Work to be completed:
Please restate the records that follow exactly, skipping their images.

Top of Exercise data

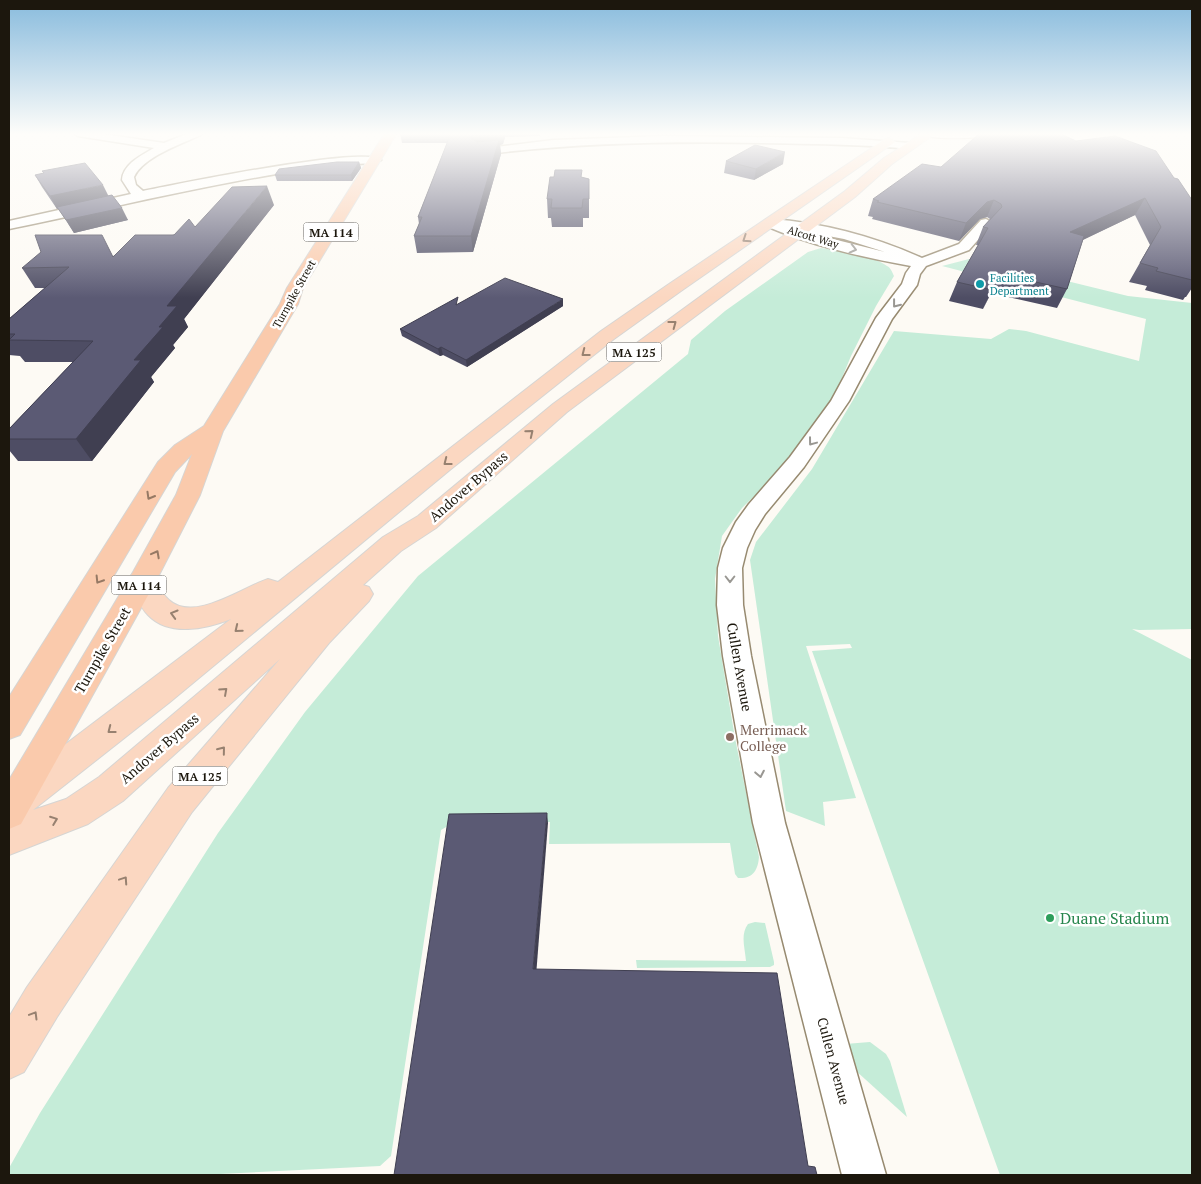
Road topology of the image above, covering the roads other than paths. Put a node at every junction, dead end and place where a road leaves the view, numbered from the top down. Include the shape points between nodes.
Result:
1 (134, 188) edge
2 (182, 188) edge
3 (357, 188) edge
4 (820, 188) edge
5 (856, 188) edge
6 (141, 196) junction
7 (771, 222) junction
8 (986, 223) edge
9 (9, 225) edge
10 (802, 229) junction
11 (921, 263) junction
12 (212, 431) junction
13 (427, 522) junction
14 (344, 544) junction
15 (142, 581) junction
16 (9, 725) edge
17 (10, 815) edge
18 (9, 1057) edge
19 (864, 1175) edge

1 - 6 street
2 - 6 street
3 - 12 highway, Turnpike Street / MA 114
4 - 7 main road, MA 125
5 - 10 main road, Andover Bypass / MA 125
6 - 9 street
7 - 10 street, Alcott Way
7 -> 14 main road, MA 125 via 672,288 584,353
8 - 11 street via 964,246
10 - 11 street, Alcott Way via 880,256
13 -> 10 main road, Andover Bypass / MA 125 via 560,408
11 -> 19 street, Cullen Avenue via 884,318 840,401 744,528 730,568 730,605 737,656 769,823
15 -> 12 highway, Turnpike Street / MA 114 via 188,495
12 -> 16 highway, Turnpike Street / MA 114 via 183,450 166,467
17 -> 13 main road, Andover Bypass / MA 125 via 76,812 111,789 392,544
18 -> 13 main road, MA 125 via 47,995 180,800 319,635 403,552
14 -> 15 main road via 243,603 198,617 184,617 162,610 152,600
14 -> 17 main road, MA 125 via 74,759
15 - 17 highway, Turnpike Street / MA 114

Bottom of Exercise data

The completed task:
Road topology of the image above, covering the roads other than paths. Put a node at every junction, dead end and place where a road leaves the view, numbered from the top down. Include the shape points between nodes.
Result:
1 (134, 188) edge
2 (182, 188) edge
3 (357, 188) edge
4 (820, 188) edge
5 (856, 188) edge
6 (141, 196) junction
7 (771, 222) junction
8 (986, 223) edge
9 (9, 225) edge
10 (802, 229) junction
11 (921, 263) junction
12 (212, 431) junction
13 (427, 522) junction
14 (344, 544) junction
15 (142, 581) junction
16 (9, 725) edge
17 (10, 815) edge
18 (9, 1057) edge
19 (864, 1175) edge

1 - 6 street
2 - 6 street
3 - 12 highway, Turnpike Street / MA 114
4 - 7 main road, MA 125
5 - 10 main road, Andover Bypass / MA 125
6 - 9 street
7 - 10 street, Alcott Way
7 -> 14 main road, MA 125 via 672,288 584,353
8 - 11 street via 964,246
10 - 11 street, Alcott Way via 880,256
13 -> 10 main road, Andover Bypass / MA 125 via 560,408
11 -> 19 street, Cullen Avenue via 884,318 840,401 744,528 730,568 730,605 737,656 769,823
15 -> 12 highway, Turnpike Street / MA 114 via 188,495
12 -> 16 highway, Turnpike Street / MA 114 via 183,450 166,467
17 -> 13 main road, Andover Bypass / MA 125 via 76,812 111,789 392,544
18 -> 13 main road, MA 125 via 47,995 180,800 319,635 403,552
14 -> 15 main road via 243,603 198,617 184,617 162,610 152,600
14 -> 17 main road, MA 125 via 74,759
15 - 17 highway, Turnpike Street / MA 114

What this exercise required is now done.